It's been a rough week for two grand institutions.
The War on Drugs is a mere pup compared to the ancient and august British Monarchy, but what it lacks in history, it more than makes up for in extravagance.
From time to time there are complaints about the cost of the royal family, which supporters put at $80 million a year and abolitionists at three times that amount.
That's partially offset by the monarchy's contribution to British tourism - besides, heads of state, whether hereditary, elected, or installed by force, don't come cheap.
Whatever the figure, it's minuscule in comparison with what taxpayers fork out to fight the drugs menace. For example, the US Drug Enforcement Agency, just one component of one country's anti-drug apparatus, has an annual budget of $3.5 billion.
When Australian police seized 4.4 tonnes of Ecstasy in 2008, politicians claimed it would save the country $1.6 billion in health and social costs.
They didn't put a figure on the cost of the police operation which involved 400 officers, 185,000 telephone intercepts, 10,000 hours of surveillance and agencies from five other countries.
This week it was Jamaica's turn to become a battleground in the War on Drugs with troops being sent after drug kingpin Christopher "Dudus" Coke. (Any novelist who gave that surname to a fictional drug world Mr Big would be curtly instructed by their editor to try again.) Also this week Russia, the world's biggest per capita user of heroin, criticised US-led forces in Afghanistan for failing to stem opium output.
Which raises the question - if military occupation can't stop a "broken 13th century country" (as the new British Defence Minister described it) exporting drugs, what on earth can?
The Mexican experience is instructive. In late 2006 the Mexican Government launched a crackdown on the drugs trade.
Thus far it has resulted in 22,743 deaths and 121,000 arrests. In the first three months of this year Mexico had 3365 drug-related slayings, only 161 fewer than were killed in the struggle for Northern Ireland between 1969 and 2001.
And after all that the Mexican drug cartels are more powerful than ever.
What has the War on Drugs achieved? In 2005 the US Drugs Enforcement Agency seized $705 million of illegal drugs. The American Government estimates illegal drug transactions in the US total about $95 billion a year. In rough terms that's a 1 per cent success rate.
Marijuana is now America's most valuable cash crop, worth more than corn and wheat combined.
It's estimated that drug syndicates now control about 8 per cent of global gross domestic product which makes them more powerful than many nations - nations such as Jamaica, which can now be added to the growing list of failed states.
The profits earned by the drug gangs have been partly used to corrupt state institutions and buy the loyalty of a section of the community who view the choice between drug money and poverty as no choice at all, hence the fierce resistance met by the army when it tried to enter the spectacularly misnamed Tivoli Gardens slum district of West Kingston.

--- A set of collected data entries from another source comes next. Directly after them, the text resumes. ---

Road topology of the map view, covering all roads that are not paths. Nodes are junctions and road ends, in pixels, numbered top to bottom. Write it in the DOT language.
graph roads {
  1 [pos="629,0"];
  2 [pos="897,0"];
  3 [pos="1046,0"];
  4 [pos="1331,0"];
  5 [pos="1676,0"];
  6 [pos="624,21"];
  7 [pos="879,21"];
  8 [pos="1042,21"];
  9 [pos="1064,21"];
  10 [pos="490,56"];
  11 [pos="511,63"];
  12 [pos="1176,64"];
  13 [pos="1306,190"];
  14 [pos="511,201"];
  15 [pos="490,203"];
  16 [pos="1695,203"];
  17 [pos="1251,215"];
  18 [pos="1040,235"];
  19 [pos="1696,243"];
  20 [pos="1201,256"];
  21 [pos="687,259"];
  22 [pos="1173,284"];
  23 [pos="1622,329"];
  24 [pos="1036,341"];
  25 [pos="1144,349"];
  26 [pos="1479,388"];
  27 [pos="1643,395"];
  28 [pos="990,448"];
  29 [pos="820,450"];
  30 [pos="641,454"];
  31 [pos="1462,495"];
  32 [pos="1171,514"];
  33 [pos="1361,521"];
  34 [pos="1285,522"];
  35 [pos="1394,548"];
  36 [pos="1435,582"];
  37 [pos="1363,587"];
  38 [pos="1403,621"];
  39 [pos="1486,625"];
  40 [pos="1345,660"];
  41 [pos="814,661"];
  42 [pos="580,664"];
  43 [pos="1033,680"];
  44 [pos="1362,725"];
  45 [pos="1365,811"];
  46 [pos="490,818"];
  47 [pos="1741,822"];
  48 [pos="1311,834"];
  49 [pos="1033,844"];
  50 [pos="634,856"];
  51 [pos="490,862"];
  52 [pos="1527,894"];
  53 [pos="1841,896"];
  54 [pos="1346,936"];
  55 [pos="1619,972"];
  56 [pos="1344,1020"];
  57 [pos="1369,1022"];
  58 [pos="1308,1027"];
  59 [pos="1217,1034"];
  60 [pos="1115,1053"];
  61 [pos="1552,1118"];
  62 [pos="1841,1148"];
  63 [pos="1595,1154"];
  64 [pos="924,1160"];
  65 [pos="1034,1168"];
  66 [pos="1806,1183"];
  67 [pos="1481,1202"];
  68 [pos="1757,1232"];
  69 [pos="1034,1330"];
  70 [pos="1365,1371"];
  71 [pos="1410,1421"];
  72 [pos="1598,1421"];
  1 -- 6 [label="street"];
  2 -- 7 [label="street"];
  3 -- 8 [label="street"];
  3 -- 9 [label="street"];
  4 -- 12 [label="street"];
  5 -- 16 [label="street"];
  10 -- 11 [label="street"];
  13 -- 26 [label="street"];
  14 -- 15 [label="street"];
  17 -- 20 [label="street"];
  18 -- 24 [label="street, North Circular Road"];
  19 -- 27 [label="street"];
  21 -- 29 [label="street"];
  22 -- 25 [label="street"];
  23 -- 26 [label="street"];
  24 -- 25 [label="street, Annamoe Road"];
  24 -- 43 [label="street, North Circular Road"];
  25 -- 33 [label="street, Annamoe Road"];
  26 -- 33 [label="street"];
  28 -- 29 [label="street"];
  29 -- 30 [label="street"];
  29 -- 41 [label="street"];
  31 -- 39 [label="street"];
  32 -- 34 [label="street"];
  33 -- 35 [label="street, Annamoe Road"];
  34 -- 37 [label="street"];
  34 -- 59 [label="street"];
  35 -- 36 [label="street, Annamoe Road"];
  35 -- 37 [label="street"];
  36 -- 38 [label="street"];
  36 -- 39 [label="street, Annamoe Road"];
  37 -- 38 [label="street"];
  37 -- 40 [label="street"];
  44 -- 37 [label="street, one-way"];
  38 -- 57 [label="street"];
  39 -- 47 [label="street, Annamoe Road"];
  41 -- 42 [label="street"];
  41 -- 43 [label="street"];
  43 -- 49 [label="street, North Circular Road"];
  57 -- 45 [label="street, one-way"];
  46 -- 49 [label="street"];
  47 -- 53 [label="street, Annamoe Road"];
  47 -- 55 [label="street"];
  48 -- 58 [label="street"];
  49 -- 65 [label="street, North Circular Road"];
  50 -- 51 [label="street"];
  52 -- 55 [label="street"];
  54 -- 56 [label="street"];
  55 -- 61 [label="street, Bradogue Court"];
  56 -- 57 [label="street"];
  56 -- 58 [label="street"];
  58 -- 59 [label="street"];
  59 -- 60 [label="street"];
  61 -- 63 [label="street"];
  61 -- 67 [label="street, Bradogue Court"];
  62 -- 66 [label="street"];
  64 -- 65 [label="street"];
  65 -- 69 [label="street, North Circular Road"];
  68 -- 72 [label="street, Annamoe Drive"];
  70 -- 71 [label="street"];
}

Gang warfare over the spoils of the drug trade has made Jamaica a world leader in murder. Last year this nation of 2.8 million people had 1680 murders, most of which haven't been and won't be solved. New Zealand had 65.
No doubt exhaustive reports analysing the catastrophic failure of the War on Drugs and the whole theory and practice of prohibition are gathering dust in government archives set aside for inconvenient truths.
But the short answer lies in a little black book in the hands of the Sydney police.
It records the transactions of Richard Buttrose, son of an economist, nephew of legendary journalist and publisher Ita Buttrose, cocaine dealer by appointment to Sydney's eastern suburbs smart set.
The word is that Buttrose's clientele included socialites, MPs, businessmen, lawyers and a sprinkling of the idle rich.
To make matters worse for the in-crowd, for several months before his arrest, Buttrose had been under police surveillance as he did his delivery runs around the mansions of Bellevue Hill.
If Sydney society has no moral issue with narcotics, why should we expect it of Afghan peasants or Jamaican slum kids? As long as the demand is there - and it's huge and growing - there will be plenty of people happy to service it, especially as their earnings are tax-free.
The appalling Sarah Ferguson attributes her latest assault on the House of Windsor's tattered reputation to money troubles. She should become a coke dealer. The amount of cash police found lying around Buttrose's house would comfortably clear her debts.